Sunday, August 17, 2008

Battling To The End

Take away the three-error, 13 LOB abomination of Saturday, and the Indians went toe to toe with the best team in baseball and came away victorious in the series; capped off by a 4-3 win in Sunday's finale. This was the first series the Angels have lost to an AL team since losing to Tampa May 9-11.

True, the Tribe left nine men on Sunday, but you come to expect that these days when you see a bottom of the order which looked like the Buffalo Bison: Franklin Gutierrez (.231), Andy Gonzalez (.208), Sal Fasano (.314 - I love Fat Sal by the way, but the facts are he has been around more than Pam Anderson), and Asdrubal Cabrera (.222). Just compare the two teams and the Angels have the Tribe beat in every aspect of the game:

Starting Pitching: Who would you rather have, a rotation that boats five guys with 10 wins already including All Stars John Lackey, Joe Saunders, and Ervin Santana or a rotation that has Zach Jackson pitching every fifth day? Angels

Relief Pitching: Lets see, the Angels have the best set up man in the game (Scot Shields), a young fireballer heir apparent to the closer with an ERA of 1.10 (Jose Arredando), a veteran lefty specialist (Darren Oliver), and a closer who will easily break the the single season save record (Francisco Rodriguez). The Tribe has gone through four closers and other than Rafael Perez, has nobody who can consistently get outs. Angels

Lineup: One team has former and current all stars LF (Garrett Anderson), CF (Torii Hunter), RF (Vladimir Guerrero), 1B (Mark Teixiera), and on the bench (Gary Mathews Jr). A speedy third basemen in Chone Figgins, and studs up the middle in Howie Kendrick (.313 BA) and young Erick Aybar. The other has Andy Marte and David Dellucci playing regularly. Angels

Its no contest. Yet, I watched the Tribe scratch and claw and out-do the mighty team of The O.C. Eric Wedge has this undermanned team playing hard every single night. He has decided to go to Jensen Lewis as the closer and so far its worked. Jenny did pull a Jobo today (putting two guys on), but has saved three consecutive tries since Wedge went to him last weekend in Toronto. One of those hits was because of the no-doubles defense (which is so stupid, I get the concept, but why not play regular so BASE RUNNERS don't get aboard?). I like Lewis' grit. You can tell he wants the ball in the ninth. You never got that feeling from Masa or Rafael Betancourt.

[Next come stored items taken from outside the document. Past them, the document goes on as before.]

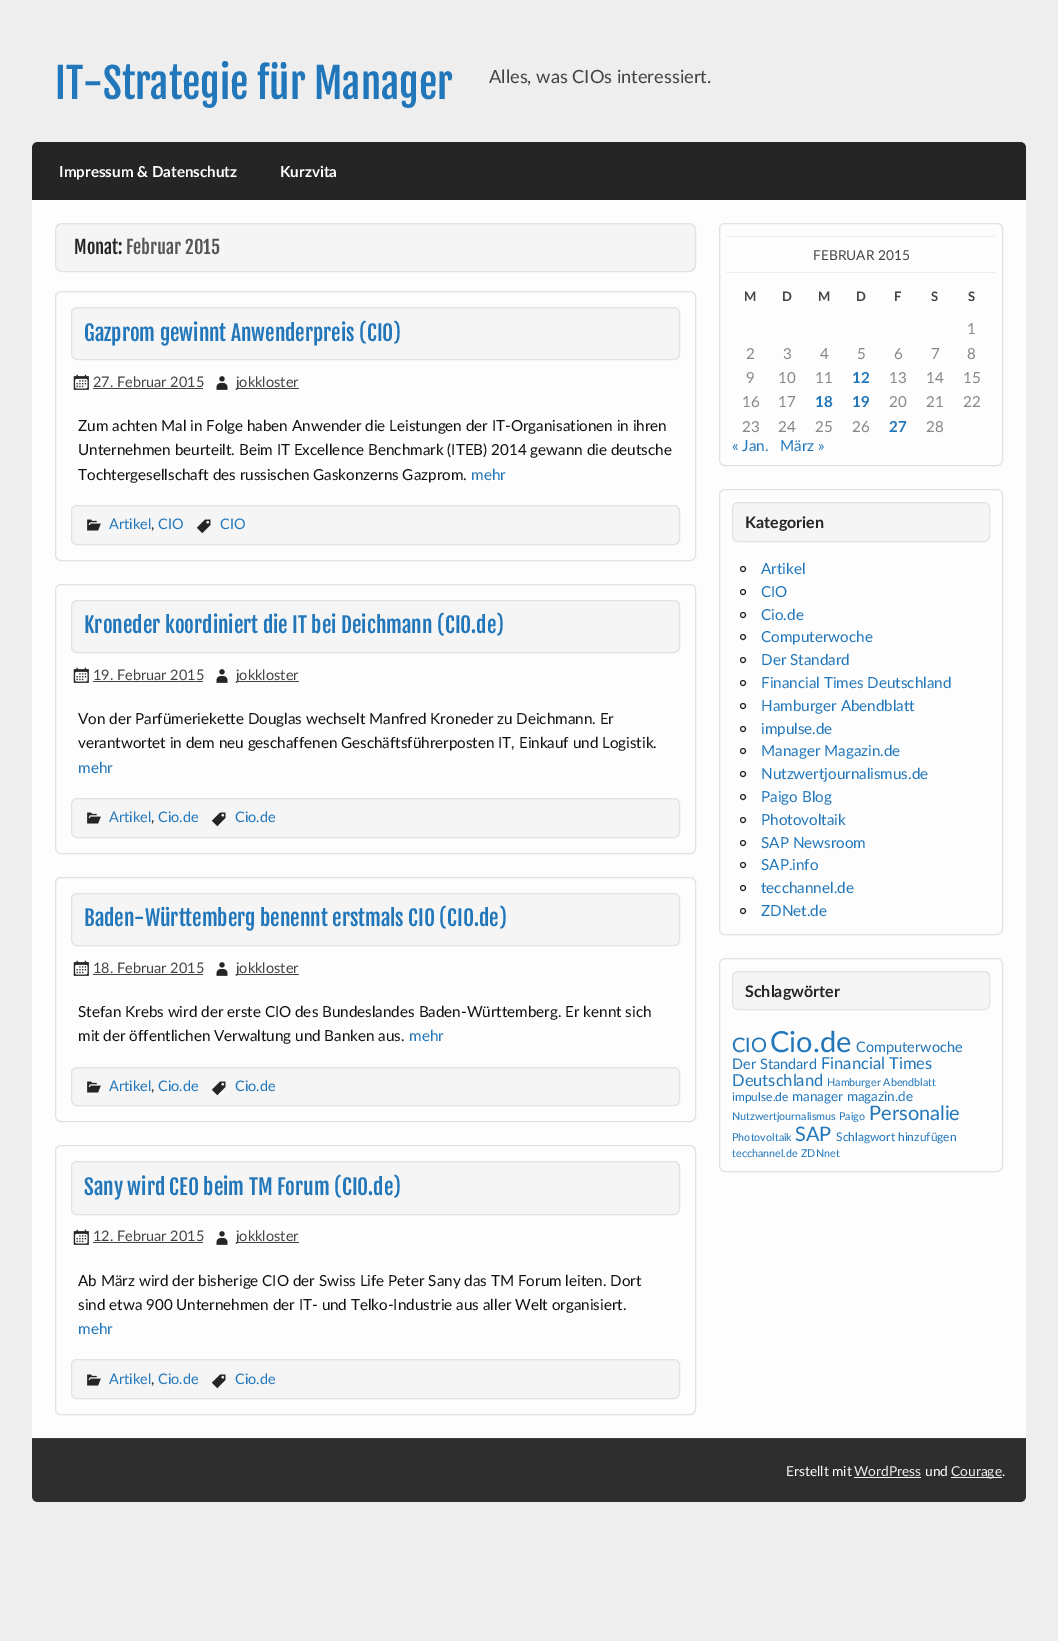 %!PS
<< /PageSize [1058 1641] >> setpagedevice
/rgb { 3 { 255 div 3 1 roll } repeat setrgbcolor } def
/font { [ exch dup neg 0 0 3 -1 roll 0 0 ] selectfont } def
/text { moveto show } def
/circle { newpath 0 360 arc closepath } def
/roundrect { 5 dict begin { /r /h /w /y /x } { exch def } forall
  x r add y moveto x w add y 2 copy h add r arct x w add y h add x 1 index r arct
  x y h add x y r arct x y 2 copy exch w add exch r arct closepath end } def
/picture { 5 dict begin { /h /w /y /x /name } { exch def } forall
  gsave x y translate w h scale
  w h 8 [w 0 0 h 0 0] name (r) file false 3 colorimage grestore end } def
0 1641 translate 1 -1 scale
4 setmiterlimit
238 238 238 rgb
0 0 1058 1641 rectfill
37 37 37 rgb
38 142 moveto 982 0 rlineto 3.5 0 6 2.5 6 6 rcurveto 0 52 rlineto -994 0 rlineto 0 -52 rlineto 0 -3.5 2.5 -6 6 -6 rcurveto closepath fill
253 253 253 rgb
32 200 994 1238 rectfill
245 245 245 rgb
55.5 223.5 640 48 6.5 roundrect gsave fill grestore
226 226 226 rgb
stroke
55.5 291.5 640 269 5.5 roundrect stroke
245 245 245 rgb
71.5 307.5 608 52 5.5 roundrect gsave fill grestore
226 226 226 rgb
stroke
(img_01.rgb) 73 374 16 16 picture
68 68 68 rgb
93 388 110 1 rectfill
(img_02.rgb) 216 376 12 14 picture
236 388 63 1 rectfill
245 245 245 rgb
71.5 505.5 608 39 5.5 roundrect gsave fill grestore
226 226 226 rgb
stroke
(img_03.rgb) 87 519 14 12 picture
(img_04.rgb) 196 519 15 15 picture
55.5 584.5 640 269 5.5 roundrect stroke
245 245 245 rgb
71.5 600.5 608 52 5.5 roundrect gsave fill grestore
226 226 226 rgb
stroke
(img_01.rgb) 73 667 16 16 picture
68 68 68 rgb
93 681 110 1 rectfill
(img_02.rgb) 216 669 12 14 picture
236 681 63 1 rectfill
245 245 245 rgb
71.5 798.5 608 39 5.5 roundrect gsave fill grestore
226 226 226 rgb
stroke
(img_03.rgb) 87 812 14 12 picture
(img_04.rgb) 211 812 15 15 picture
55.5 877.5 640 244 5.5 roundrect stroke
245 245 245 rgb
71.5 893.5 608 52 5.5 roundrect gsave fill grestore
226 226 226 rgb
stroke
(img_01.rgb) 73 960 16 16 picture
68 68 68 rgb
93 974 110 1 rectfill
(img_02.rgb) 216 962 12 14 picture
236 974 63 1 rectfill
245 245 245 rgb
71.5 1067.5 608 38 5.5 roundrect gsave fill grestore
226 226 226 rgb
stroke
(img_03.rgb) 87 1081 14 12 picture
(img_04.rgb) 211 1081 15 15 picture
55.5 1145.5 640 269 5.5 roundrect stroke
245 245 245 rgb
71.5 1161.5 608 53 5.5 roundrect gsave fill grestore
226 226 226 rgb
stroke
(img_01.rgb) 73 1229 16 16 picture
68 68 68 rgb
93 1242 110 1 rectfill
(img_02.rgb) 216 1231 12 14 picture
236 1242 63 1 rectfill
245 245 245 rgb
71.5 1359.5 608 39 5.5 roundrect gsave fill grestore
226 226 226 rgb
stroke
(img_03.rgb) 87 1374 14 12 picture
(img_04.rgb) 211 1374 15 15 picture
719.5 223.5 283 242 5.5 roundrect stroke
238 238 238 rgb
726 236 270 1 rectfill
726 272 270 1 rectfill
226 226 226 rgb
719.5 489.5 283 445 5.5 roundrect stroke
245 245 245 rgb
732.5 502.5 257 39 5.5 roundrect gsave fill grestore
226 226 226 rgb
stroke
37 37 37 rgb
743 569 2.5 circle stroke
743 592 2.5 circle stroke
743 615 2.5 circle stroke
743 637 2.5 circle stroke
743 660 2.5 circle stroke
743 683 2.5 circle stroke
743 706 2.5 circle stroke
743 729 2.5 circle stroke
743 751 2.5 circle stroke
743 774 2.5 circle stroke
743 797 2.5 circle stroke
743 820 2.5 circle stroke
743 843 2.5 circle stroke
743 865 2.5 circle stroke
743 888 2.5 circle stroke
743 911 2.5 circle stroke
226 226 226 rgb
719.5 958.5 283 213 5.5 roundrect stroke
245 245 245 rgb
732.5 971.5 257 38 5.5 roundrect gsave fill grestore
226 226 226 rgb
stroke
46 46 46 rgb
32 1438 moveto 994 0 rlineto 0 58 rlineto 0 3.5 -2.5 6 -6 6 rcurveto -982 0 rlineto -3.5 0 -6 -2.5 -6 -6 rcurveto closepath fill
62 62 62 rgb
32 1438 994 1 rectfill
238 238 238 rgb
854 1477 67 1 rectfill
951 1477 51 1 rectfill
/FjallaOne-Regular 41 font
34 119 187 rgb
(IT-Strategie für Manager) 55 99 text
/Lato-Regular 18.25 font
68 68 68 rgb
(Alles, was CIOs interessiert.) 489 83 text
/Lato-Bold 15.2 font
255 255 255 rgb
(Impressum & Datenschutz) 59 177 text
(Kurzvita) 280 177 text
/FjallaOne-Regular 18.25 font
37 37 37 rgb
(Monat:) 74 254 text
85 85 85 rgb
(Februar 2015) 126 254 text
/FjallaOne-Regular 21.25 font
34 119 187 rgb
(Gazprom gewinnt Anwenderpreis \(CIO\)) 84 341 text
/Lato-Regular 14.5 font
68 68 68 rgb
(27. Februar 2015) 93 387 text
(jokkloster) 236 387 text
/Lato-Regular 15.2 font
17 17 17 rgb
(Zum achten Mal in Folge haben Anwender die Leistungen der IT-Organisationen in ihren) 78 431 text
(Unternehmen beurteilt. Beim IT Excellence Benchmark \(ITEB\) 2014 gewann die deutsche) 78 455 text
(Tochtergesellschaft des russischen Gaskonzerns Gazprom.) 78 480 text
34 119 187 rgb
(mehr) 471 480 text
/Lato-Regular 14.5 font
(Artikel) 109 529 text
37 37 37 rgb
(,) 151 529 text
34 119 187 rgb
(CIO) 158 529 text
(CIO) 220 529 text
/FjallaOne-Regular 21.25 font
(Kroneder koordiniert die IT bei Deichmann \(CIO.de\)) 84 633 text
/Lato-Regular 14.5 font
68 68 68 rgb
(19. Februar 2015) 93 680 text
(jokkloster) 236 680 text
/Lato-Regular 15.2 font
17 17 17 rgb
(Von der Parfümeriekette Douglas wechselt Manfred Kroneder zu Deichmann. Er) 78 724 text
(verantwortet in dem neu geschaffenen Geschäftsführerposten IT, Einkauf und Logistik.) 78 748 text
34 119 187 rgb
(mehr) 78 773 text
/Lato-Regular 14.5 font
(Artikel) 109 822 text
37 37 37 rgb
(,) 151 822 text
34 119 187 rgb
(Cio.de) 158 822 text
(Cio.de) 235 822 text
/FjallaOne-Regular 21.25 font
(Baden-Württemberg benennt erstmals CIO \(CIO.de\)) 84 926 text
/Lato-Regular 14.5 font
68 68 68 rgb
(18. Februar 2015) 93 973 text
(jokkloster) 236 973 text
/Lato-Regular 15.2 font
17 17 17 rgb
(Stefan Krebs wird der erste CIO des Bundeslandes Baden-Württemberg. Er kennt sich) 78 1017 text
(mit der öffentlichen Verwaltung und Banken aus.) 78 1041 text
34 119 187 rgb
(mehr) 409 1041 text
/Lato-Regular 14.5 font
(Artikel) 109 1091 text
37 37 37 rgb
(,) 151 1091 text
34 119 187 rgb
(Cio.de) 158 1091 text
(Cio.de) 235 1091 text
/FjallaOne-Regular 21.25 font
(Sany wird CEO beim TM Forum \(CIO.de\)) 84 1195 text
/Lato-Regular 14.5 font
68 68 68 rgb
(12. Februar 2015) 93 1241 text
(jokkloster) 236 1241 text
/Lato-Regular 15.2 font
17 17 17 rgb
(Ab März wird der bisherige CIO der Swiss Life Peter Sany das TM Forum leiten. Dort) 78 1286 text
(sind etwa 900 Unternehmen der IT- und Telko-Industrie aus aller Welt organisiert.) 78 1310 text
34 119 187 rgb
(mehr) 78 1334 text
/Lato-Regular 14.5 font
(Artikel) 109 1384 text
37 37 37 rgb
(,) 151 1384 text
34 119 187 rgb
(Cio.de) 158 1384 text
(Cio.de) 235 1384 text
/Lato-Regular 13.75 font
68 68 68 rgb
(FEBRUAR 2015) 813 260 text
/Lato-Bold 13 font
(M) 744 301 text
(D) 782 301 text
(M) 818 301 text
(D) 856 301 text
(F) 894 301 text
(S) 931 301 text
(S) 968 301 text
/Lato-Regular 15.2 font
136 136 136 rgb
(1) 967 334 text
(2) 746 359 text
(3) 783 359 text
(4) 820 359 text
(5) 857 359 text
(6) 894 359 text
(7) 931 359 text
(8) 967 359 text
(9) 746 383 text
(10) 778 383 text
(11) 815 383 text
/Lato-Bold 15.2 font
34 119 187 rgb
(12) 852 383 text
/Lato-Regular 15.2 font
136 136 136 rgb
(13) 889 383 text
(14) 926 383 text
(15) 963 383 text
(16) 742 407 text
(17) 778 407 text
/Lato-Bold 15.2 font
34 119 187 rgb
(18) 815 407 text
(19) 852 407 text
/Lato-Regular 15.2 font
136 136 136 rgb
(20) 889 407 text
(21) 926 407 text
(22) 963 407 text
(23) 742 432 text
(24) 778 432 text
(25) 815 432 text
(26) 852 432 text
/Lato-Bold 15.2 font
34 119 187 rgb
(27) 889 432 text
/Lato-Regular 15.2 font
136 136 136 rgb
(28) 926 432 text
34 119 187 rgb
(« Jan.) 732 451 text
(März ») 780 451 text
/Lato-Bold 16 font
37 37 37 rgb
(Kategorien) 745 528 text
/Lato-Regular 15.2 font
34 119 187 rgb
(Artikel) 761 574 text
(CIO) 761 597 text
(Cio.de) 761 620 text
(Computerwoche) 761 642 text
(Der Standard) 761 665 text
(Financial Times Deutschland) 761 688 text
(Hamburger Abendblatt) 761 711 text
(impulse.de) 761 734 text
(Manager Magazin.de) 761 756 text
(Nutzwertjournalismus.de) 761 779 text
(Paigo Blog) 761 802 text
(Photovoltaik) 761 825 text
(SAP Newsroom) 761 848 text
(SAP.info) 761 870 text
(tecchannel.de) 761 893 text
(ZDNet.de) 761 916 text
/Lato-Bold 16 font
37 37 37 rgb
(Schlagwörter) 745 997 text
/Lato-Regular 20 font
34 119 187 rgb
(CIO) 732 1052 text
/Lato-Regular 29 font
(Cio.de) 770 1052 text
/Lato-Regular 14.5 font
(Computerwoche) 856 1052 text
(Der Standard) 732 1069 text
/Lato-Regular 16.5 font
(Financial Times) 821 1069 text
(Deutschland) 732 1086 text
/Lato-Regular 10.75 font
(Hamburger Abendblatt) 827 1086 text
/Lato-Regular 12 font
(impulse.de) 732 1101 text
/Lato-Regular 13.5 font
(manager magazin.de) 792 1101 text
/Lato-Regular 10.75 font
(Nutzwertjournalismus) 732 1120 text
(Paigo) 839 1120 text
/Lato-Regular 20 font
(Personalie) 869 1120 text
/Lato-Regular 10.75 font
(Photovoltaik) 732 1141 text
/Lato-Regular 20 font
(SAP) 795 1141 text
/Lato-Regular 12 font
(Schlagwort hinzufügen) 836 1141 text
/Lato-Regular 10.75 font
(tecchannel.de) 732 1157 text
(ZDNnet) 801 1157 text
/Lato-Regular 13.75 font
255 255 255 rgb
(Erstellt mit) 786 1476 text
238 238 238 rgb
(WordPress) 854 1476 text
255 255 255 rgb
(und) 925 1476 text
238 238 238 rgb
(Courage) 951 1476 text
255 255 255 rgb
(.) 1002 1476 text
showpage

Props also to Jeremy Sowers for another solid outing. He has his usual bad start, allowing two runs in the first, but settled down nicely, going six and 2/3, allowing three runs, one of which was unearned thanks to a Fasano passed ball. We ripped him good a few weeks back, but the former first round pick looks like he has a place at the #5 spot in the rotation. It was like old times for Sowers and old Vanderbilt teammate Lewis. "This was just like college," Lewis said. "Jeremy would start and I would finish. I told him during the anthem, 'I'm going to come in and save it for you. But if he doesn't pitch like he did, we don't have the chance to win. He did a great job."

Good to see Raffy Perez bounce back after his last long-overdue shaky outing. He retired all four men he faced, striking out three. Raffy Left needed just 14 pitches, 12 of them were strikes.

I've gotta say no matter how far out this team is, I still love watching them every night. Lets catch those Tigers for third place boys....We will be back tomorrow, an off day, to give you the story of my son's first Tribe game, which he attended Saturday,.

1 comment:

Anonymous said...

tampa bay is looking for someone to replace carl crawford. any chance the indians can dump david de-douche-bag on them??? we can only hope.